═════ Given records
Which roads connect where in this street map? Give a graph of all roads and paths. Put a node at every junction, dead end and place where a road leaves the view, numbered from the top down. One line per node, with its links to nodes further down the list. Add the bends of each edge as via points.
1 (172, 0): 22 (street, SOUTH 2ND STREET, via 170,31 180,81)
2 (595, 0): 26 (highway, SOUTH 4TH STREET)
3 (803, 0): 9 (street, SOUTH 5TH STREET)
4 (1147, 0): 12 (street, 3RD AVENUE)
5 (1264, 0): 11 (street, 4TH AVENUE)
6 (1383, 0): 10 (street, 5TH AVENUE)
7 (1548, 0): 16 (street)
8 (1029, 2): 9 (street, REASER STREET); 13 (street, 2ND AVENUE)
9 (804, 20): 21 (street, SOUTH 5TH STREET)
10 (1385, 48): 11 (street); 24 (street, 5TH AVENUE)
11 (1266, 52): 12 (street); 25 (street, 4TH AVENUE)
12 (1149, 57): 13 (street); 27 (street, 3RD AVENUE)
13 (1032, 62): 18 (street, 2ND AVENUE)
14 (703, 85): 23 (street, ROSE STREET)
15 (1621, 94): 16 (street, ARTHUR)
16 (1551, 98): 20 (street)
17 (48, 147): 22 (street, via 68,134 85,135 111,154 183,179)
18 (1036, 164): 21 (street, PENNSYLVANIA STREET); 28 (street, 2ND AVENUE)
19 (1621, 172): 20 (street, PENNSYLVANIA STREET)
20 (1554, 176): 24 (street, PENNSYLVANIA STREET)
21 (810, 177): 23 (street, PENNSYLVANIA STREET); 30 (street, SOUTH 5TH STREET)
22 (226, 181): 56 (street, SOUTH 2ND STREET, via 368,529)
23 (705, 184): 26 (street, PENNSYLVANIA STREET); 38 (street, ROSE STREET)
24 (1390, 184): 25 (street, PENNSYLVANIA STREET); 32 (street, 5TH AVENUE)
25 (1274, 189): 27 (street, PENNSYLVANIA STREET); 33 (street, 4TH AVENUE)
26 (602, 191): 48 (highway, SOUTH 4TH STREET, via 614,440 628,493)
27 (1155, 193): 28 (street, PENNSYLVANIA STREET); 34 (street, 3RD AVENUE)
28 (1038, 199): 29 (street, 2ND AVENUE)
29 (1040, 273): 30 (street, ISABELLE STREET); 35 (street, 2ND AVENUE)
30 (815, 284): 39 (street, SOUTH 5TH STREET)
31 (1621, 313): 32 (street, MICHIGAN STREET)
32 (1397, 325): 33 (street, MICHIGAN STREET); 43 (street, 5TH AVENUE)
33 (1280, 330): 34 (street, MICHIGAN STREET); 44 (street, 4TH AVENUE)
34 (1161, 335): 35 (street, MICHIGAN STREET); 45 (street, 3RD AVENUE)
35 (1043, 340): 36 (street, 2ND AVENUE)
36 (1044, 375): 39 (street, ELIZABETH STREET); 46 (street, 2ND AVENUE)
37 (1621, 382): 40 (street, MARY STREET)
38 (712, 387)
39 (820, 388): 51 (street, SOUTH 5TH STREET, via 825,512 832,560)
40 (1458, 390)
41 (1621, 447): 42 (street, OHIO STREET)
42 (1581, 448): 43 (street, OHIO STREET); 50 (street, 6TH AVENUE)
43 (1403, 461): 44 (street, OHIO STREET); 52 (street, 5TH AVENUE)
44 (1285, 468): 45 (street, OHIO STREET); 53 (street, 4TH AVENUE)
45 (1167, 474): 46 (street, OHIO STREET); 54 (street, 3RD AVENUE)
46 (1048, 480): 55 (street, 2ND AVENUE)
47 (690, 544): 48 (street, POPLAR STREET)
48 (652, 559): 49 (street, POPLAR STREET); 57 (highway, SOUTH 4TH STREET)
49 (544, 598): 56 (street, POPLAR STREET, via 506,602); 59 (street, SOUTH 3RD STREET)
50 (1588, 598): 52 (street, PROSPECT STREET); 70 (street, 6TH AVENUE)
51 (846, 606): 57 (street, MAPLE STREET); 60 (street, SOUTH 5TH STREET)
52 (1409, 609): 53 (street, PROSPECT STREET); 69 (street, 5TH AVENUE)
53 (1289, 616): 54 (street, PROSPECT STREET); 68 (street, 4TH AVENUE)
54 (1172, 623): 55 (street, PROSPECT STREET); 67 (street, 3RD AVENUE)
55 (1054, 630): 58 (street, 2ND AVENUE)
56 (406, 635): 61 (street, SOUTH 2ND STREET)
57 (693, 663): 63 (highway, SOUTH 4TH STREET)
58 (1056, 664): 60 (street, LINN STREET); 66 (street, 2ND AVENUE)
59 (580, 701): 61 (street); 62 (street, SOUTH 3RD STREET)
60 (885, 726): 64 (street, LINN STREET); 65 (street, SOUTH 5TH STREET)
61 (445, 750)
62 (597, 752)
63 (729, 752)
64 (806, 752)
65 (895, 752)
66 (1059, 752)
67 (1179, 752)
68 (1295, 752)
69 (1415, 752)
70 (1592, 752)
══════════
■ **Exercise**:
In full and without error, transcribe the listing.

■ **Response**:
Which roads connect where in this street map? Give a graph of all roads and paths. Put a node at every junction, dead end and place where a road leaves the view, numbered from the top down. One line per node, with its links to nodes further down the list. Add the bends of each edge as via points.
1 (172, 0): 22 (street, SOUTH 2ND STREET, via 170,31 180,81)
2 (595, 0): 26 (highway, SOUTH 4TH STREET)
3 (803, 0): 9 (street, SOUTH 5TH STREET)
4 (1147, 0): 12 (street, 3RD AVENUE)
5 (1264, 0): 11 (street, 4TH AVENUE)
6 (1383, 0): 10 (street, 5TH AVENUE)
7 (1548, 0): 16 (street)
8 (1029, 2): 9 (street, REASER STREET); 13 (street, 2ND AVENUE)
9 (804, 20): 21 (street, SOUTH 5TH STREET)
10 (1385, 48): 11 (street); 24 (street, 5TH AVENUE)
11 (1266, 52): 12 (street); 25 (street, 4TH AVENUE)
12 (1149, 57): 13 (street); 27 (street, 3RD AVENUE)
13 (1032, 62): 18 (street, 2ND AVENUE)
14 (703, 85): 23 (street, ROSE STREET)
15 (1621, 94): 16 (street, ARTHUR)
16 (1551, 98): 20 (street)
17 (48, 147): 22 (street, via 68,134 85,135 111,154 183,179)
18 (1036, 164): 21 (street, PENNSYLVANIA STREET); 28 (street, 2ND AVENUE)
19 (1621, 172): 20 (street, PENNSYLVANIA STREET)
20 (1554, 176): 24 (street, PENNSYLVANIA STREET)
21 (810, 177): 23 (street, PENNSYLVANIA STREET); 30 (street, SOUTH 5TH STREET)
22 (226, 181): 56 (street, SOUTH 2ND STREET, via 368,529)
23 (705, 184): 26 (street, PENNSYLVANIA STREET); 38 (street, ROSE STREET)
24 (1390, 184): 25 (street, PENNSYLVANIA STREET); 32 (street, 5TH AVENUE)
25 (1274, 189): 27 (street, PENNSYLVANIA STREET); 33 (street, 4TH AVENUE)
26 (602, 191): 48 (highway, SOUTH 4TH STREET, via 614,440 628,493)
27 (1155, 193): 28 (street, PENNSYLVANIA STREET); 34 (street, 3RD AVENUE)
28 (1038, 199): 29 (street, 2ND AVENUE)
29 (1040, 273): 30 (street, ISABELLE STREET); 35 (street, 2ND AVENUE)
30 (815, 284): 39 (street, SOUTH 5TH STREET)
31 (1621, 313): 32 (street, MICHIGAN STREET)
32 (1397, 325): 33 (street, MICHIGAN STREET); 43 (street, 5TH AVENUE)
33 (1280, 330): 34 (street, MICHIGAN STREET); 44 (street, 4TH AVENUE)
34 (1161, 335): 35 (street, MICHIGAN STREET); 45 (street, 3RD AVENUE)
35 (1043, 340): 36 (street, 2ND AVENUE)
36 (1044, 375): 39 (street, ELIZABETH STREET); 46 (street, 2ND AVENUE)
37 (1621, 382): 40 (street, MARY STREET)
38 (712, 387)
39 (820, 388): 51 (street, SOUTH 5TH STREET, via 825,512 832,560)
40 (1458, 390)
41 (1621, 447): 42 (street, OHIO STREET)
42 (1581, 448): 43 (street, OHIO STREET); 50 (street, 6TH AVENUE)
43 (1403, 461): 44 (street, OHIO STREET); 52 (street, 5TH AVENUE)
44 (1285, 468): 45 (street, OHIO STREET); 53 (street, 4TH AVENUE)
45 (1167, 474): 46 (street, OHIO STREET); 54 (street, 3RD AVENUE)
46 (1048, 480): 55 (street, 2ND AVENUE)
47 (690, 544): 48 (street, POPLAR STREET)
48 (652, 559): 49 (street, POPLAR STREET); 57 (highway, SOUTH 4TH STREET)
49 (544, 598): 56 (street, POPLAR STREET, via 506,602); 59 (street, SOUTH 3RD STREET)
50 (1588, 598): 52 (street, PROSPECT STREET); 70 (street, 6TH AVENUE)
51 (846, 606): 57 (street, MAPLE STREET); 60 (street, SOUTH 5TH STREET)
52 (1409, 609): 53 (street, PROSPECT STREET); 69 (street, 5TH AVENUE)
53 (1289, 616): 54 (street, PROSPECT STREET); 68 (street, 4TH AVENUE)
54 (1172, 623): 55 (street, PROSPECT STREET); 67 (street, 3RD AVENUE)
55 (1054, 630): 58 (street, 2ND AVENUE)
56 (406, 635): 61 (street, SOUTH 2ND STREET)
57 (693, 663): 63 (highway, SOUTH 4TH STREET)
58 (1056, 664): 60 (street, LINN STREET); 66 (street, 2ND AVENUE)
59 (580, 701): 61 (street); 62 (street, SOUTH 3RD STREET)
60 (885, 726): 64 (street, LINN STREET); 65 (street, SOUTH 5TH STREET)
61 (445, 750)
62 (597, 752)
63 (729, 752)
64 (806, 752)
65 (895, 752)
66 (1059, 752)
67 (1179, 752)
68 (1295, 752)
69 (1415, 752)
70 (1592, 752)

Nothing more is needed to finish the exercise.